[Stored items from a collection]

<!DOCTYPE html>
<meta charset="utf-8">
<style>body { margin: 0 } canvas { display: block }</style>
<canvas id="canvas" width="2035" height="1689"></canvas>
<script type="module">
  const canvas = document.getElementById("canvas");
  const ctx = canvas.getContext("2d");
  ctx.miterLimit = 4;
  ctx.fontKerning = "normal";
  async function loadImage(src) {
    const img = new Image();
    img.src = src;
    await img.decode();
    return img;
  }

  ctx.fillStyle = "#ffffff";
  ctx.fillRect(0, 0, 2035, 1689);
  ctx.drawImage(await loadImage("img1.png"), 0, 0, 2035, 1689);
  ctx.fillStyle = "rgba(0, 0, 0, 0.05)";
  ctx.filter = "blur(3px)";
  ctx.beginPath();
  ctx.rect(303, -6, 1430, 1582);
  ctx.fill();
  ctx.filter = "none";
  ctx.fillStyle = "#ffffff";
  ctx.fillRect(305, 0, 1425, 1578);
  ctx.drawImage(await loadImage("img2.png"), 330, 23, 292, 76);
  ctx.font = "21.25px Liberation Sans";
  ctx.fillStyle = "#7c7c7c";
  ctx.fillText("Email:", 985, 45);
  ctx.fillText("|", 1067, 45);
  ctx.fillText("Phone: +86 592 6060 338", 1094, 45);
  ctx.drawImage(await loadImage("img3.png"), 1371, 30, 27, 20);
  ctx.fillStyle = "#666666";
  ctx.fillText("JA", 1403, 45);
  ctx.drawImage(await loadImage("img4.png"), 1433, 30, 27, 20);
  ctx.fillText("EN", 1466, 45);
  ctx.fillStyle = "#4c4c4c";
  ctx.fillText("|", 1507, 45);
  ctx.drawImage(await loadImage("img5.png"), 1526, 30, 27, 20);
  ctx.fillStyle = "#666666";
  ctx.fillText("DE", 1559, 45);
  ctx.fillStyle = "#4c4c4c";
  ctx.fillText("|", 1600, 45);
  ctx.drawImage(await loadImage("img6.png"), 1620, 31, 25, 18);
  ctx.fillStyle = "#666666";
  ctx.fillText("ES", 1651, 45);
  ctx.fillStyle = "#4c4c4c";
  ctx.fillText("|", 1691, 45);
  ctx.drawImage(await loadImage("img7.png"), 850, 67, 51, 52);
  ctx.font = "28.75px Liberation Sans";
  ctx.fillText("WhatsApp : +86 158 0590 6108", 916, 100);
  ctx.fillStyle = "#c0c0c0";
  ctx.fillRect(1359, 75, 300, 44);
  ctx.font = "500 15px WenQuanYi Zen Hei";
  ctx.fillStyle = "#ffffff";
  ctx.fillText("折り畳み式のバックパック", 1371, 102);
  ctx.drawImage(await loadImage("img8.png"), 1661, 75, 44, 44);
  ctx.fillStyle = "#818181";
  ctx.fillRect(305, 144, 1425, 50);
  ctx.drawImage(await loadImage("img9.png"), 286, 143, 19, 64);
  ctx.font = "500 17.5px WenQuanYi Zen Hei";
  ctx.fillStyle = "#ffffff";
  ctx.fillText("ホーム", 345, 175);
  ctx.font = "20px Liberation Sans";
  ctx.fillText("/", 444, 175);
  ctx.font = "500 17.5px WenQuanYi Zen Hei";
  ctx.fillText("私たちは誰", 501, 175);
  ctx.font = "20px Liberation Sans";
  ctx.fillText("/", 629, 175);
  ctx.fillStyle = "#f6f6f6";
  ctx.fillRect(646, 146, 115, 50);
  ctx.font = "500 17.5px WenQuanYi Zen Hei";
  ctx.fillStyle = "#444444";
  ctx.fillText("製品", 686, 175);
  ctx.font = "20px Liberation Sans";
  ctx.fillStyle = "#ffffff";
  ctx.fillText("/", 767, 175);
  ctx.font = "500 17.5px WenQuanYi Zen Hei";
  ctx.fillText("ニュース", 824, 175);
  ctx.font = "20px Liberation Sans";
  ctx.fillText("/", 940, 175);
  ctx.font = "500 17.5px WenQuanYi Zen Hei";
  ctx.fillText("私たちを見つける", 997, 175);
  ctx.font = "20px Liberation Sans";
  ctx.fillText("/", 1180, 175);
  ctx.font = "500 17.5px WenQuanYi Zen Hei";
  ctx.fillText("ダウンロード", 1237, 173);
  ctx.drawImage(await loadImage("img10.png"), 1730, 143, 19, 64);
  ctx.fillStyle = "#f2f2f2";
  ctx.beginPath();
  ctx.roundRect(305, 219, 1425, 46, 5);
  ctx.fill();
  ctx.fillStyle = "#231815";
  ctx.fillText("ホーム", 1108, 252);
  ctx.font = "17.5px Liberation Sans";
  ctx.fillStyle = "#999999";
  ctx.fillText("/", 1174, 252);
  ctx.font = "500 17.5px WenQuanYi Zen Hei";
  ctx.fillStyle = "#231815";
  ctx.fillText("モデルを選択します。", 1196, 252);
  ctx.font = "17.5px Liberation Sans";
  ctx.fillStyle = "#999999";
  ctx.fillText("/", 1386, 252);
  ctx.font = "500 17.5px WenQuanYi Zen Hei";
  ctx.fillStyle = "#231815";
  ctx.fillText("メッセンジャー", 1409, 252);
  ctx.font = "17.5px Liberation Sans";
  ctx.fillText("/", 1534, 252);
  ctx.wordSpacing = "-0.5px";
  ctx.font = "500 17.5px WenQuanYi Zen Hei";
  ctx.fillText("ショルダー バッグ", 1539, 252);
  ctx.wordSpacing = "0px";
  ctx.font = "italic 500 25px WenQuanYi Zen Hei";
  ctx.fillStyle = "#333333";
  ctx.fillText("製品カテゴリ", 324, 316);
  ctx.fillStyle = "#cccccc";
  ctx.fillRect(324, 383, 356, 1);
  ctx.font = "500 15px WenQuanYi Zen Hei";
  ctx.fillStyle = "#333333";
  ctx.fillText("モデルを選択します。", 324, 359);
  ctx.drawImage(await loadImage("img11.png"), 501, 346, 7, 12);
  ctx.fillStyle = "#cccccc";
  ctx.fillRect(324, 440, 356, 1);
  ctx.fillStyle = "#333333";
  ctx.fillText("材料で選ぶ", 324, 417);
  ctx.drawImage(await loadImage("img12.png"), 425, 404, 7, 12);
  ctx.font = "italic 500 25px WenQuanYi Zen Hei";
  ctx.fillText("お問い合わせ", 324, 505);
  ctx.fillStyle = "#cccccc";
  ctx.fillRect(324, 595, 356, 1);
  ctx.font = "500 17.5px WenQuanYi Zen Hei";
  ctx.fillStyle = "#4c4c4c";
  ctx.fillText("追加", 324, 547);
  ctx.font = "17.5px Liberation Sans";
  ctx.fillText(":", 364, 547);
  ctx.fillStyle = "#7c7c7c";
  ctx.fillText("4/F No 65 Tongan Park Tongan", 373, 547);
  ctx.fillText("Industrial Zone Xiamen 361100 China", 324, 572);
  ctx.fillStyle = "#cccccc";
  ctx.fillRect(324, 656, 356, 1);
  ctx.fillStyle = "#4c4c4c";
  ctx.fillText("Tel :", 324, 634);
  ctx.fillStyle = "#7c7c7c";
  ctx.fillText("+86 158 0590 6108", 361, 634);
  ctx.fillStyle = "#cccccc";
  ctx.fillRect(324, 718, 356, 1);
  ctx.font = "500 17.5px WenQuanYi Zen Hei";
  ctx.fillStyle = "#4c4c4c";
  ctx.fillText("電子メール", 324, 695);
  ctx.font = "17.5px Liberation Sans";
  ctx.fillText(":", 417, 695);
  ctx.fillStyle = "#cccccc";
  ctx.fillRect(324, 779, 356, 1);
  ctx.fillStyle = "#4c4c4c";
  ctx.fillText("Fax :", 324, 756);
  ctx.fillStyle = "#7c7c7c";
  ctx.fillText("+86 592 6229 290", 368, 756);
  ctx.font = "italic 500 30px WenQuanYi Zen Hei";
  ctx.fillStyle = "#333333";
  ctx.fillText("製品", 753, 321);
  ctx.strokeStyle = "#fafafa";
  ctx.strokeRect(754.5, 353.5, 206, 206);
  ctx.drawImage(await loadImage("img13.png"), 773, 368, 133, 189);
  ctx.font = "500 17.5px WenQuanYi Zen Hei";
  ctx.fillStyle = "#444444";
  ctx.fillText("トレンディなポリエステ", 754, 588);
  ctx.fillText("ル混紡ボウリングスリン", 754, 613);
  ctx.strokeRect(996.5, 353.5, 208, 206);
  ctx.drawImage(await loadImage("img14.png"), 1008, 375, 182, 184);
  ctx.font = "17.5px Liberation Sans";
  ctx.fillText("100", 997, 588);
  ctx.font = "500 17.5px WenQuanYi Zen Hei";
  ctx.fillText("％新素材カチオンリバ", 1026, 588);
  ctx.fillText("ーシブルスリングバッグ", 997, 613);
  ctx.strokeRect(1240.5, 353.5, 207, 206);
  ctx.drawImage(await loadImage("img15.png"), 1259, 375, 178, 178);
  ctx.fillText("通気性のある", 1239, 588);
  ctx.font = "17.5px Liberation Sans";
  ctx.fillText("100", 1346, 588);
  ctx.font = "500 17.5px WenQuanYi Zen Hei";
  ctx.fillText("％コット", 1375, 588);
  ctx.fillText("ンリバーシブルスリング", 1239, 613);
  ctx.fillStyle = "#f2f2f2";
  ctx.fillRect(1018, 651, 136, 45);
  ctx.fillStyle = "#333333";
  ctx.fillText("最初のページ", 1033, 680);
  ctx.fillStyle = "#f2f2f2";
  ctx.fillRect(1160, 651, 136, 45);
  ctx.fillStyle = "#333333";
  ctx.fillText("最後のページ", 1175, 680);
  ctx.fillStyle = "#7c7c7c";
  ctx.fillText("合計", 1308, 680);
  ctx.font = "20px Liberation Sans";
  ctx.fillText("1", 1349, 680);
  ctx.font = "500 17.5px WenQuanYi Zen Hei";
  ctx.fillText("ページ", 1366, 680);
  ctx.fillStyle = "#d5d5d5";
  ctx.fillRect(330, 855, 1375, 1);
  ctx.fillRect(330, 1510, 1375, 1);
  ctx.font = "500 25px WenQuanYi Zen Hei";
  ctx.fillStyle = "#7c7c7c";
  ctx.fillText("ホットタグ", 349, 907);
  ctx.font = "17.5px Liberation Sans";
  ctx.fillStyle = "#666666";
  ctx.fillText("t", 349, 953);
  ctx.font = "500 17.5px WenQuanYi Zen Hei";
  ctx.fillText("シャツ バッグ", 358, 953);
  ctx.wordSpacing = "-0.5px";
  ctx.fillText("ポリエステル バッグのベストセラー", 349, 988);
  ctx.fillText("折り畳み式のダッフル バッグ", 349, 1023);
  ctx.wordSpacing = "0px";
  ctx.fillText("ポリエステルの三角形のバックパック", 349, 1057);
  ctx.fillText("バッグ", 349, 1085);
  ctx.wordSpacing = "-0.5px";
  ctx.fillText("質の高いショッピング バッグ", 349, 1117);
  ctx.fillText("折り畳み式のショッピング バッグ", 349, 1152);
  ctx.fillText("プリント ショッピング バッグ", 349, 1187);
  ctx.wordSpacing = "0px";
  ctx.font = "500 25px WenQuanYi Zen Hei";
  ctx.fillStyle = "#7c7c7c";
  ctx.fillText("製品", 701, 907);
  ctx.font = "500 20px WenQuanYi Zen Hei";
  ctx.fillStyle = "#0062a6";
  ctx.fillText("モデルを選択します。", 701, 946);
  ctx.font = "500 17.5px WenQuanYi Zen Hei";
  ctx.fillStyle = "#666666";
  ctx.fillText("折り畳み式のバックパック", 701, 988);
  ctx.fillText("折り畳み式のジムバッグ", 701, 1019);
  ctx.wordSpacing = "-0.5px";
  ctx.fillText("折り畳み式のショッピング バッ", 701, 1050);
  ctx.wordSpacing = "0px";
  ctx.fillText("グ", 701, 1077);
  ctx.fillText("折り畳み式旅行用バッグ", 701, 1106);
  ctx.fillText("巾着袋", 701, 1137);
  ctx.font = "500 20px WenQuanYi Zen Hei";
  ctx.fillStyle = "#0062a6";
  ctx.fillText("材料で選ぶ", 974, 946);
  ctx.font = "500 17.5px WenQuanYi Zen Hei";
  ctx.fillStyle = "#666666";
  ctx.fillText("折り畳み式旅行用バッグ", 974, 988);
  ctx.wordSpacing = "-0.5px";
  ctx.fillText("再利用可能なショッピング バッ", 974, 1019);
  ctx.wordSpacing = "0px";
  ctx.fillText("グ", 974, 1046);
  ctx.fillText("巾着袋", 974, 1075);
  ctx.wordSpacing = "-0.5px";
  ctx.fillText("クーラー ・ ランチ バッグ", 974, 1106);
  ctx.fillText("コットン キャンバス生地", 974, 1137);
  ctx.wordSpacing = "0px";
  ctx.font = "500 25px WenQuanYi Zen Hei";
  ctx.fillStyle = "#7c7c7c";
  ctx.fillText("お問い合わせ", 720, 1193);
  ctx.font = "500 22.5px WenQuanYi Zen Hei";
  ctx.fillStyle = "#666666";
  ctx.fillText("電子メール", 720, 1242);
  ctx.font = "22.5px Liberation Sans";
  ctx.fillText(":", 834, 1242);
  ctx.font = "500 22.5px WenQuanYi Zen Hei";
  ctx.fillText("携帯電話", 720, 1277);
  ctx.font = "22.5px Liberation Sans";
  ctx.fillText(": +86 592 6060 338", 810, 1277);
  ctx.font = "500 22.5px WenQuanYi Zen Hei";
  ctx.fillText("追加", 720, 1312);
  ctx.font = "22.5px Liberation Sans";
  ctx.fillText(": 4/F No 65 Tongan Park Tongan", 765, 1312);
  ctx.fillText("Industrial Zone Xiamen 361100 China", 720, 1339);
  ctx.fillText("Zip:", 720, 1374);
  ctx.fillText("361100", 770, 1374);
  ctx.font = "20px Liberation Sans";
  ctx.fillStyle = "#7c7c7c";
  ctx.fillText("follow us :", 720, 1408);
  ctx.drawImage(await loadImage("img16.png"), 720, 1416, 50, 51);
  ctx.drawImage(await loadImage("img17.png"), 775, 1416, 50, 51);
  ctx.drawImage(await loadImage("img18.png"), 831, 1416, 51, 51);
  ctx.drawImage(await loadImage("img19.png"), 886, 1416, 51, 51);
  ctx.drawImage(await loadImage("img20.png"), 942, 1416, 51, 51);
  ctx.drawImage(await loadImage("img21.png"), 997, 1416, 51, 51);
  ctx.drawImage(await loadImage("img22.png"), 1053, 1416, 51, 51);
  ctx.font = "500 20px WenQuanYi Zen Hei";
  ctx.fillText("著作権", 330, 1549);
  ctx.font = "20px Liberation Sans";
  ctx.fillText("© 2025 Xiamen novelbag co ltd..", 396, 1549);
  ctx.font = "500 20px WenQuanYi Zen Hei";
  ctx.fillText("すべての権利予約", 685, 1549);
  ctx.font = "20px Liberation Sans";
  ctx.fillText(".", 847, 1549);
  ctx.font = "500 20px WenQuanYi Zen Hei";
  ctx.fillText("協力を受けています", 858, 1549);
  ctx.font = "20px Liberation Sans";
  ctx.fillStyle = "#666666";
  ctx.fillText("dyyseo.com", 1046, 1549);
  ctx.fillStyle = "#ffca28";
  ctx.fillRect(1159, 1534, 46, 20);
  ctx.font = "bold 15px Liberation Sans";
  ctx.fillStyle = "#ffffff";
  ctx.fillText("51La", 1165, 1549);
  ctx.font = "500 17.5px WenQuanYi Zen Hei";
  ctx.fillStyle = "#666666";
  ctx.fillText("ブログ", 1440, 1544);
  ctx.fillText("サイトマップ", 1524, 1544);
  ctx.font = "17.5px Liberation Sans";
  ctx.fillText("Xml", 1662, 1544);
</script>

**TASK TO CARRY OUT**
Which of the lines in the data hold the string "China"? Report each of them by copying it.

**WRITTEN RESPONSE**
  ctx.fillText("Industrial Zone Xiamen 361100 China", 324, 572);
  ctx.fillText("Industrial Zone Xiamen 361100 China", 720, 1339);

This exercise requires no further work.